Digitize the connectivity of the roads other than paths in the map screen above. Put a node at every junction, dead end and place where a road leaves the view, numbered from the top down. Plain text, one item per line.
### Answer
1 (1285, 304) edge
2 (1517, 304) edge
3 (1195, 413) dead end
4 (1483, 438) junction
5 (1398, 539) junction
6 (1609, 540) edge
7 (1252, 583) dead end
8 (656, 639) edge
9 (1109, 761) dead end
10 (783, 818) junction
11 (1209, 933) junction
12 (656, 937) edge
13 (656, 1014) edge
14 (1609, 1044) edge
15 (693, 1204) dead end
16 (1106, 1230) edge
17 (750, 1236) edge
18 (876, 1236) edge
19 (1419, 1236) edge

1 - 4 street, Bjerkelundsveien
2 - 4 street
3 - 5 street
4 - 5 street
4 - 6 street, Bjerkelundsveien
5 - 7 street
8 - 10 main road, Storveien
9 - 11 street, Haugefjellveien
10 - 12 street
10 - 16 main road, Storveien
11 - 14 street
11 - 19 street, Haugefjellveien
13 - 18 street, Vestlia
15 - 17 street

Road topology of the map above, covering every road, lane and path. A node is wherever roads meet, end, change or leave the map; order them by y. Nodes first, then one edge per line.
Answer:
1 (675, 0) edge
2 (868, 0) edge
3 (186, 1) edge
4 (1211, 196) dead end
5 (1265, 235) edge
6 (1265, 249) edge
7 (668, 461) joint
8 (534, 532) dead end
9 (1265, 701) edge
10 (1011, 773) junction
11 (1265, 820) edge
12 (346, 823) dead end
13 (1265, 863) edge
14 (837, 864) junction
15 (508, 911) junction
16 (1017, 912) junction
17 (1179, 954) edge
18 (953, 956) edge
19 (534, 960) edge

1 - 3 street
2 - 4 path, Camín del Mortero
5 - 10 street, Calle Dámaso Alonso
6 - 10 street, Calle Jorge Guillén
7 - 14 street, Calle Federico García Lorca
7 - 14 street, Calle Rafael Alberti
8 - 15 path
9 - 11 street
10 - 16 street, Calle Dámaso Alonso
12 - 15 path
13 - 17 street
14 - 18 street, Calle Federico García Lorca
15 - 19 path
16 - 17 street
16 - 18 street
● ● ●
▶ _PROBLEM_
Show all lines in the preceding material that have "above" in them.

▶ _WRITTEN SOLUTION_
Digitize the connectivity of the roads other than paths in the map screen above. Put a node at every junction, dead end and place where a road leaves the view, numbered from the top down. Plain text, one item per line.
Road topology of the map above, covering every road, lane and path. A node is wherever roads meet, end, change or leave the map; order them by y. Nodes first, then one edge per line.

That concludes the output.